引数 nx=200、ny=200、nz=200 でコンパイルしたアプリケーションを、物理コア数に対応する OpenMP* スレッド数とコアごとに 1 スレッド (OMP_NUM_THREADS=44、OMP_PLACES=cores) で実行すると、約 12 秒かかります。これが、以降の最適化で使用するパフォーマンスのベースラインとなります。

HPC パフォーマンス特性解析を実行する

サンプル・アプリケーションの潜在的なパフォーマンス・ボトルネックを理解するため、まず、インテル® VTune™ Amplifier の HPC パフォーマンス特性解析を実行します。

  1. ツールバーの [New Project (新規プロジェクト)] ボタンをクリックして、新規プロジェクトの名前 (例: miniFE) を指定します。

    [Configure Analysis (解析の設定)] ウィンドウが表示されます。

  2. [WHERE (どこを)] ペインで、[Local Host (ローカルホスト)] ターゲット・システム・タイプを選択します。

    [WHAT (何を)] ペインで、[Launch Application (アプリケーションを起動)] ターゲットタイプを選択して、解析するアプリケーションと引数 nx 200 ny 200 nz 200 を指定します。

  3. [HOW (どのように)] ペインで、[…] ボタンをクリックして [Parallelism (並列処理)] グループから [HPC Performance Characterization (HPC パフォーマンス特性)] 解析を選択します。
  4. [Start (開始)] ボタンをクリックして、解析を実行します。

コマンドラインから解析を実行するには、次の構文を使用します。

amplxe-cl -collect hpc-performance -data-limit=0 ./miniFE.x nx 200 ny 200 nz 200

インテル® VTune™ Amplifier は、アプリケーションを起動してデータを収集し、収集したデータをファイナライズして、シンボル情報を解決します。この情報は、ソース解析で必要になります。

OpenMP* シリアル時間を特定する

HPC パフォーマンス特性解析は、CPU 使用率 (並列性)、メモリーアクセス効率、ベクトル化などのパフォーマンス・ボトルネックの理解に役立つ重要な HPC メトリックを収集して表示します。このレシピのようにインテルの OpenMP* ランタイムを使用するアプリケーションでは、スレッド並列処理の問題の特定を支援する特別な OpenMP* 効率メトリックが役立ちます。

アプリケーション・レベルの統計が表示される [Summary (サマリー)] ビューから解析を始めます。フラグが付いた [Effective Physical Core Utilization (効率的な物理コア利用率)] メトリック (一部のシステムでは [CPU Utilization (CPU 使用率)]) は、調査すべきパフォーマンスの問題を示しています。

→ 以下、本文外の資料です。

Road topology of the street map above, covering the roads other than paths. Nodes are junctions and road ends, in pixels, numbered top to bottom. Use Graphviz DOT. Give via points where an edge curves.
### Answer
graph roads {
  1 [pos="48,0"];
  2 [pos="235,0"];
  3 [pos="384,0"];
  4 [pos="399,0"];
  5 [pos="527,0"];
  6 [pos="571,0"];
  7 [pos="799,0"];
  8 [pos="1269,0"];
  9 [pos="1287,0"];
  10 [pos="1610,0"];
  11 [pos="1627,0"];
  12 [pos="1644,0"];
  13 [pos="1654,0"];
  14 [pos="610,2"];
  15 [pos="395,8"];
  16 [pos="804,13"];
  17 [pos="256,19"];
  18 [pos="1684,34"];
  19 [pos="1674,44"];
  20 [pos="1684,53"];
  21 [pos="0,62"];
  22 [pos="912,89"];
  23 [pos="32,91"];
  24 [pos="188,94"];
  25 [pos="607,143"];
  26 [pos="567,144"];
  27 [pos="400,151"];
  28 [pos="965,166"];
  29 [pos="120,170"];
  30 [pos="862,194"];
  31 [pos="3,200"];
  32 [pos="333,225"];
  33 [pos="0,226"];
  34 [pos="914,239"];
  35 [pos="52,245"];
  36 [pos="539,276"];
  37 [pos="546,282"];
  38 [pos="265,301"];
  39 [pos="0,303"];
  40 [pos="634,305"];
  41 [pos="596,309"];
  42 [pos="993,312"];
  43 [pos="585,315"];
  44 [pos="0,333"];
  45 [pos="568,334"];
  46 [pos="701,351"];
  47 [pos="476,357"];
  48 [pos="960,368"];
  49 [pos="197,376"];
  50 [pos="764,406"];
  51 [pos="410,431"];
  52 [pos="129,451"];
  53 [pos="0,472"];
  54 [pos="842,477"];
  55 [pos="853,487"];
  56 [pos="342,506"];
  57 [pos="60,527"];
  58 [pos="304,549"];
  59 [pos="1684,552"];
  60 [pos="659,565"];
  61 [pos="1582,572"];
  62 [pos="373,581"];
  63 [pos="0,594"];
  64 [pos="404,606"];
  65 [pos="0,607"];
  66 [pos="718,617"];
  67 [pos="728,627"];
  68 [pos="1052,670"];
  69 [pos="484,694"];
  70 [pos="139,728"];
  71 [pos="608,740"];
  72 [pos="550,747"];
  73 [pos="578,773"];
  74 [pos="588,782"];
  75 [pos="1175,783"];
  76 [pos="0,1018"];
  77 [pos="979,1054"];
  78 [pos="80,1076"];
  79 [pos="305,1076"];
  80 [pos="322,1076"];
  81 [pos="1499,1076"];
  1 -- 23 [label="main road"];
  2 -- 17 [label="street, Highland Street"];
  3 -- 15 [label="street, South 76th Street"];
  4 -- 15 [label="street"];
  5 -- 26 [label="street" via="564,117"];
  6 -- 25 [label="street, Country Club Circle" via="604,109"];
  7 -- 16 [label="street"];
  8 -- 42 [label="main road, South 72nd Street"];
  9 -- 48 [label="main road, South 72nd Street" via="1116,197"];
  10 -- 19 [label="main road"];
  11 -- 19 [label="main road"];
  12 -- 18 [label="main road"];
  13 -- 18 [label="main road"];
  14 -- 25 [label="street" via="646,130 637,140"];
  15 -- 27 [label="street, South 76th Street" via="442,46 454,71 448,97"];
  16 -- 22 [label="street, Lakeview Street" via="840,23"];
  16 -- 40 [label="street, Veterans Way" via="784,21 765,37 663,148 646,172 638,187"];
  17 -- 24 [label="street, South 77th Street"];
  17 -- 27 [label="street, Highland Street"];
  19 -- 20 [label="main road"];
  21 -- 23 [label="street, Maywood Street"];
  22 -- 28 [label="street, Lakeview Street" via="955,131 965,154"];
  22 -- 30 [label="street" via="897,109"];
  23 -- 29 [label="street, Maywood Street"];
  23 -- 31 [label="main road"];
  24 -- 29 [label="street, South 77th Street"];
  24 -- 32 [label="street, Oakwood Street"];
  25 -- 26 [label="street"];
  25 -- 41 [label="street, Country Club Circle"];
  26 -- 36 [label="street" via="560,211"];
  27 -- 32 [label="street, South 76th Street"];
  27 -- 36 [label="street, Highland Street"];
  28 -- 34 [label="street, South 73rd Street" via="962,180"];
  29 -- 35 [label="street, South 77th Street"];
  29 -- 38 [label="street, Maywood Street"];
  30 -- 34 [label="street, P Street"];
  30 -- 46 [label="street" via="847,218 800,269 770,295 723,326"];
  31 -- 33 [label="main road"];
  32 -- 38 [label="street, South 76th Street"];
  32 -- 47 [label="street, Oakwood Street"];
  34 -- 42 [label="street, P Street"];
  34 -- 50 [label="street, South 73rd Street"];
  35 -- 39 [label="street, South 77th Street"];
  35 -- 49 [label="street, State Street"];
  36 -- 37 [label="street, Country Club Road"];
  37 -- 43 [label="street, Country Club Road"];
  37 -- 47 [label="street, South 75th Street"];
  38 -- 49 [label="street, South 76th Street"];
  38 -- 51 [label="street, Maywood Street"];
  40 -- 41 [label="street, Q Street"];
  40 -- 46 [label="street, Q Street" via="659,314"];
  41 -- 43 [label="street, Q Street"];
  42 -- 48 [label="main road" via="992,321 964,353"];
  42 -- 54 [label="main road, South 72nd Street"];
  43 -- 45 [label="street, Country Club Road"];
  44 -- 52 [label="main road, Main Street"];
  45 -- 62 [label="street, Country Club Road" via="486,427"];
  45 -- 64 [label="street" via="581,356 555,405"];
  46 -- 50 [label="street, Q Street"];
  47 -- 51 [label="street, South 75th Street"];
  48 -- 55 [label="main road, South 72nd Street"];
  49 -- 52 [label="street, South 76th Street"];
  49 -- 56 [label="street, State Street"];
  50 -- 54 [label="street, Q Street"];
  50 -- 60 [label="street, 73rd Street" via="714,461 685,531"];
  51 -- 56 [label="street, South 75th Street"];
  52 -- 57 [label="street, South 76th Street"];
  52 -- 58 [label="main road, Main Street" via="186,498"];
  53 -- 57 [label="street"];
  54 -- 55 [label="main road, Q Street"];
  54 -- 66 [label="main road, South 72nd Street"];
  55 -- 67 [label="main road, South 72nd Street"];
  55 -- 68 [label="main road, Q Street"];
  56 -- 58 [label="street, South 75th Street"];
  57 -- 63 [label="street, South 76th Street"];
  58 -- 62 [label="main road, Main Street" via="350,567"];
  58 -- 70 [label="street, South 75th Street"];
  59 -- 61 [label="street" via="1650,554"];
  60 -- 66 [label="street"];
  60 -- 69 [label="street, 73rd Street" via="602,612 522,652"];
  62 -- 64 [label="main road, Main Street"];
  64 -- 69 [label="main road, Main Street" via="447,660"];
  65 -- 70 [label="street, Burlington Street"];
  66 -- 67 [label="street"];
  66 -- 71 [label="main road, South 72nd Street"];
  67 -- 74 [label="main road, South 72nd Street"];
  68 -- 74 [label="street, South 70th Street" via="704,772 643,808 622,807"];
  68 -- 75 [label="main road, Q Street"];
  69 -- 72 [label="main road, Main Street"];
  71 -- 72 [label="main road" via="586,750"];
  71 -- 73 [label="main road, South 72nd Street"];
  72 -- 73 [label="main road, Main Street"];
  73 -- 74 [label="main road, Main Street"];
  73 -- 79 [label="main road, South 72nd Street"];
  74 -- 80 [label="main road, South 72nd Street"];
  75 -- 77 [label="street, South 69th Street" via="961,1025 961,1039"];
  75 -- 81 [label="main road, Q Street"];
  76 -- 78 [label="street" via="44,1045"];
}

メトリックの階層を深く掘り下げると、アプリケーションの [Serial Time (outside parallel regions) (シリアル時間 (並列領域外))] が経過時間の約 25% を占めていることが分かります。主なシリアル hotspot は、行列の初期化コードにあります。

コールスタック付きの HPC パフォーマンス特性解析を実行して、利用可能な最適化の可能性を調査することを検討してください。コールスタックは、適切な粒度で並列化の候補を見つけるのに役立ちます。コールスタック収集はメモリー帯域幅の解析と組み合わせることができないため、必ず [Analyze memory bandwidth (メモリー帯域幅を解析)] 設定オプションを無効にしてください。

コマンドラインからこの設定を実行するには、次のコマンドを入力します。

amplxe-cl -collect hpc-performance -data-limit=0 -knob enable-stack-collection=true -knob collect-memory-bandwidth=false ./miniFE.x nx 200 ny 200 nz 200


[Threading (スレッド化)] 解析を実行して、スタックを使用して OpenMP* シリアル時間を解析することもできます。ただし、どのパフォーマンス特性がボトルネックになっているのか分からない場合は、HPC パフォーマンス特性解析を出発点としたほうが良いでしょう。

上位の hotspot を特定し、そのコールスタックを調査するには、[Bottom-up (ボトムアップ)] ビューに切り替えて、[Serial CPU Time (シリアル CPU 時間)] カラムでソートします。

行列要素でループを反復している SparseMatrix_functions.hpp の 70 行目が並列化に適していることが分かります。

[Call Stack (コールスタック)] ペインの行をダブルクリックして、ソースファイルを開きます。上位の hotspot ループの最もホットな行が自動的に表示されます。

コードを並列化する

#pragma omp parallel for を追加して、行列の初期化を OpenMP* で並列化します。

#pragma omp parallel for
for(int i=0; i<mat_init.n; ++i) {
    mat_init(i);

アプリケーションを再コンパイルして、その実行時間とオリジナルのパフォーマンス・ベースラインを比較して、最適化を検証します。

このレシピでは、最適化したアプリケーションの経過時間は約 10 秒になり、アプリケーションの実行は約 16% スピードアップしました。

最適化したアプリケーションで HPC パフォーマンス特定解析を再度実行します。

全体的な [Effective Physical Core Utilization (効率的な物理コア利用率)] は 10% 向上しました。OpenMP* シリアル時間は 9% に減り、インテル® VTune™ Amplifier によって問題フラグが付けられなくなりました (メトリックのしきい値は 15% です)。

並列効率をさらに向上するには、「OpenMP*インバランスとスケジュール・オーバーヘッド」クックブック・レシピで示すように、最もバランスの悪いバリアを解析できます。

スレッドエラーを調査する

並列処理の解析を完了するには、データ競合やデッドロックなどのスレッドエラーをチェックします。チェックには、一部のハードウェアでは発生せずに別の環境では問題となる、あるいは同じ環境の異なる設定で発生する潜在的なデータ競合とデッドロックも検出できる、インテル® Inspector を使用します。

コマンドライン・インターフェイスを使用し、ワークロード・サイズを減らすと、チェックを高速に行い代表的な結果が得られます。

inspxe-cl -collect ti3 ./miniFE.x nx 40 ny 40 nz 40

インテル® Inspector は並列コードの問題は検出しません。